**Problem statement**
Type the entries out once more. Match them exactly.

**Data provided**
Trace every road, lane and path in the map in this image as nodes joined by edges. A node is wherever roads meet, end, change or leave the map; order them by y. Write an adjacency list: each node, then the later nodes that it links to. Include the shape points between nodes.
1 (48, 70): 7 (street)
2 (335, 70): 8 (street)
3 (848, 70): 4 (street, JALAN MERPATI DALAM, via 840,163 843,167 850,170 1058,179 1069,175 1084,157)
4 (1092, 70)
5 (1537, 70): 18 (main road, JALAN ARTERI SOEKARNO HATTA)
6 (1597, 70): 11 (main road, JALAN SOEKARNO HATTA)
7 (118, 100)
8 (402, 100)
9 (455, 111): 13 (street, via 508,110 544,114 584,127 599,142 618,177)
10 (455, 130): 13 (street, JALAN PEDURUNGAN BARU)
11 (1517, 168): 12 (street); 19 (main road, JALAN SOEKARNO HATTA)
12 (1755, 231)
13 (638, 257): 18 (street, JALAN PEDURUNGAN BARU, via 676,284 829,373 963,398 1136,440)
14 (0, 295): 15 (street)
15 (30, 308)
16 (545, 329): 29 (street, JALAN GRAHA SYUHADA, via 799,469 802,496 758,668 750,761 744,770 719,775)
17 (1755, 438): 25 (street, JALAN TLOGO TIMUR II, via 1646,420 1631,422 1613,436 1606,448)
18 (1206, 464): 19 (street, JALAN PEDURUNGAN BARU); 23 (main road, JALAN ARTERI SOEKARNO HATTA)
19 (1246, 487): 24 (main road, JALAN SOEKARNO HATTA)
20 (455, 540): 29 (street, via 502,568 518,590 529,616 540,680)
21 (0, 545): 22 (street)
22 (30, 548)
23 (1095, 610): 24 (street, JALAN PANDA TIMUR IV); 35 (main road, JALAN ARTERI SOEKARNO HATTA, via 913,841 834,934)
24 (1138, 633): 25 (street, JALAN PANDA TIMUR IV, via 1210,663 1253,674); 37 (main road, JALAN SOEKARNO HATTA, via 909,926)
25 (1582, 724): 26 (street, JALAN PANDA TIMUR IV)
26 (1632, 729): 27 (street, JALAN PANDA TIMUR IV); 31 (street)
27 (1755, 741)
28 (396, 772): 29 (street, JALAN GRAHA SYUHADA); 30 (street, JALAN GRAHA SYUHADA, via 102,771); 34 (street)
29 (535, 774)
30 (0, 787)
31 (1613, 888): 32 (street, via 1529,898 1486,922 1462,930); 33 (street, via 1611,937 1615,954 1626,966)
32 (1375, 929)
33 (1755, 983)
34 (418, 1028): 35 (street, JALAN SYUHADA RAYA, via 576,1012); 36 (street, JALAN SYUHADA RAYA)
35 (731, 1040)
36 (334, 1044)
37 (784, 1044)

**Result of this task**
Trace every road, lane and path in the map in this image as nodes joined by edges. A node is wherever roads meet, end, change or leave the map; order them by y. Write an adjacency list: each node, then the later nodes that it links to. Include the shape points between nodes.
1 (48, 70): 7 (street)
2 (335, 70): 8 (street)
3 (848, 70): 4 (street, JALAN MERPATI DALAM, via 840,163 843,167 850,170 1058,179 1069,175 1084,157)
4 (1092, 70)
5 (1537, 70): 18 (main road, JALAN ARTERI SOEKARNO HATTA)
6 (1597, 70): 11 (main road, JALAN SOEKARNO HATTA)
7 (118, 100)
8 (402, 100)
9 (455, 111): 13 (street, via 508,110 544,114 584,127 599,142 618,177)
10 (455, 130): 13 (street, JALAN PEDURUNGAN BARU)
11 (1517, 168): 12 (street); 19 (main road, JALAN SOEKARNO HATTA)
12 (1755, 231)
13 (638, 257): 18 (street, JALAN PEDURUNGAN BARU, via 676,284 829,373 963,398 1136,440)
14 (0, 295): 15 (street)
15 (30, 308)
16 (545, 329): 29 (street, JALAN GRAHA SYUHADA, via 799,469 802,496 758,668 750,761 744,770 719,775)
17 (1755, 438): 25 (street, JALAN TLOGO TIMUR II, via 1646,420 1631,422 1613,436 1606,448)
18 (1206, 464): 19 (street, JALAN PEDURUNGAN BARU); 23 (main road, JALAN ARTERI SOEKARNO HATTA)
19 (1246, 487): 24 (main road, JALAN SOEKARNO HATTA)
20 (455, 540): 29 (street, via 502,568 518,590 529,616 540,680)
21 (0, 545): 22 (street)
22 (30, 548)
23 (1095, 610): 24 (street, JALAN PANDA TIMUR IV); 35 (main road, JALAN ARTERI SOEKARNO HATTA, via 913,841 834,934)
24 (1138, 633): 25 (street, JALAN PANDA TIMUR IV, via 1210,663 1253,674); 37 (main road, JALAN SOEKARNO HATTA, via 909,926)
25 (1582, 724): 26 (street, JALAN PANDA TIMUR IV)
26 (1632, 729): 27 (street, JALAN PANDA TIMUR IV); 31 (street)
27 (1755, 741)
28 (396, 772): 29 (street, JALAN GRAHA SYUHADA); 30 (street, JALAN GRAHA SYUHADA, via 102,771); 34 (street)
29 (535, 774)
30 (0, 787)
31 (1613, 888): 32 (street, via 1529,898 1486,922 1462,930); 33 (street, via 1611,937 1615,954 1626,966)
32 (1375, 929)
33 (1755, 983)
34 (418, 1028): 35 (street, JALAN SYUHADA RAYA, via 576,1012); 36 (street, JALAN SYUHADA RAYA)
35 (731, 1040)
36 (334, 1044)
37 (784, 1044)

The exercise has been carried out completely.